| WHAT IS EXPECTED |
The records follow. Filter them to the lines that hold "dead".

Stored data entries:
------------

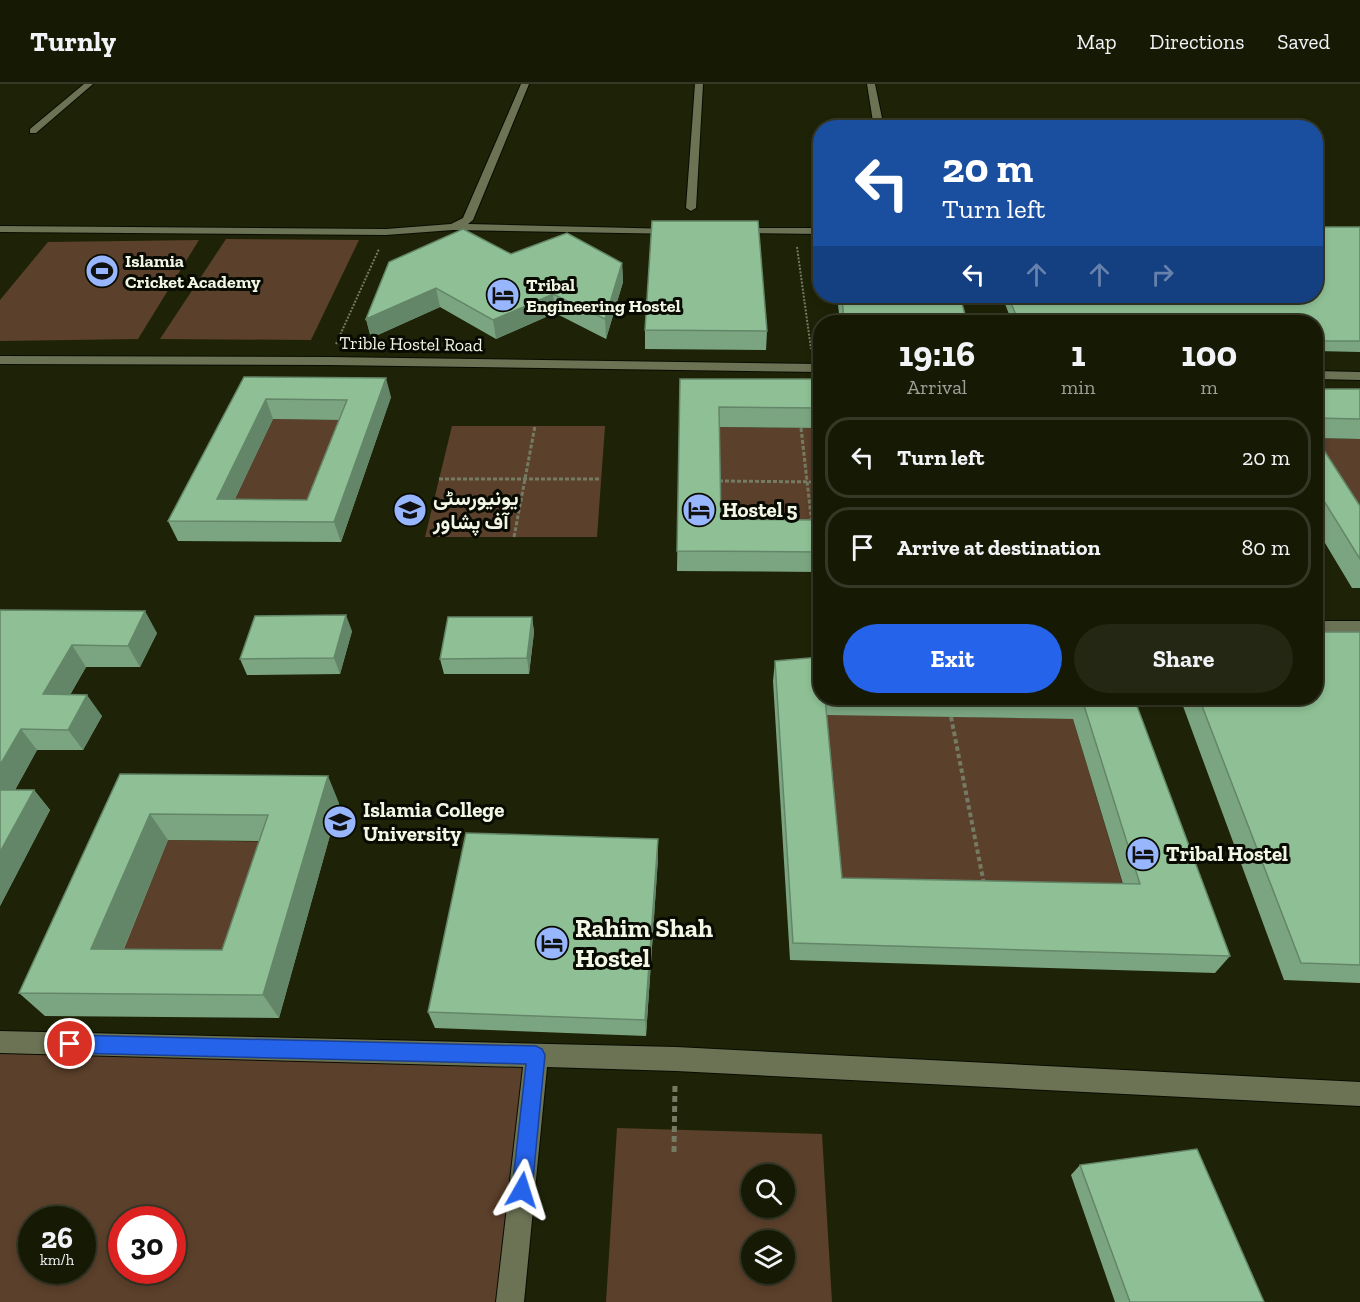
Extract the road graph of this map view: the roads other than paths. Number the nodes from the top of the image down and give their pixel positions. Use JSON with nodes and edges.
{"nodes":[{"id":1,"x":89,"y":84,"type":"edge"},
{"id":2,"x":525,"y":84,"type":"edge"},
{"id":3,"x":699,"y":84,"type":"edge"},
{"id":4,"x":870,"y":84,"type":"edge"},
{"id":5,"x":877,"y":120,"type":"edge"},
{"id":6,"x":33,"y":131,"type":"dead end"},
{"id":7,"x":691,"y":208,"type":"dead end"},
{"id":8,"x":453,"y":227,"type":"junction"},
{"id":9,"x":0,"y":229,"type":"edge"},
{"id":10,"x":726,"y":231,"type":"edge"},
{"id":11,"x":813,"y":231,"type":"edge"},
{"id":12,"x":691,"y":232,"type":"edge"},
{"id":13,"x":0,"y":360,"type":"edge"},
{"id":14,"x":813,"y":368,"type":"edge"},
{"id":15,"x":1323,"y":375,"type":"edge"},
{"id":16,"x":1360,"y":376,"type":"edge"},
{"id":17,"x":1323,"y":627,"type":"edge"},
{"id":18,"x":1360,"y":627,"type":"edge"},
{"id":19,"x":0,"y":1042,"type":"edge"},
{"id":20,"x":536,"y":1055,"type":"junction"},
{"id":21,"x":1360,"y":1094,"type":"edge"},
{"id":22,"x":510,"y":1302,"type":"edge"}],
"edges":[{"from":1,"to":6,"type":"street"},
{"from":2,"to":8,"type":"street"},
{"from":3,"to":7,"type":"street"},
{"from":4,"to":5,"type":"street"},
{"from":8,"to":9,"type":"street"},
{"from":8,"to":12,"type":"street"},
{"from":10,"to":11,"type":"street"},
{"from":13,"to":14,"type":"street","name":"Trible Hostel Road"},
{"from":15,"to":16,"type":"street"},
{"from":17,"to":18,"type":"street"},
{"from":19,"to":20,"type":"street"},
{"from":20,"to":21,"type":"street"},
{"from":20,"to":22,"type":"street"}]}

------------

| RESPONSE BOX |
{"id":6,"x":33,"y":131,"type":"dead end"},
{"id":7,"x":691,"y":208,"type":"dead end"},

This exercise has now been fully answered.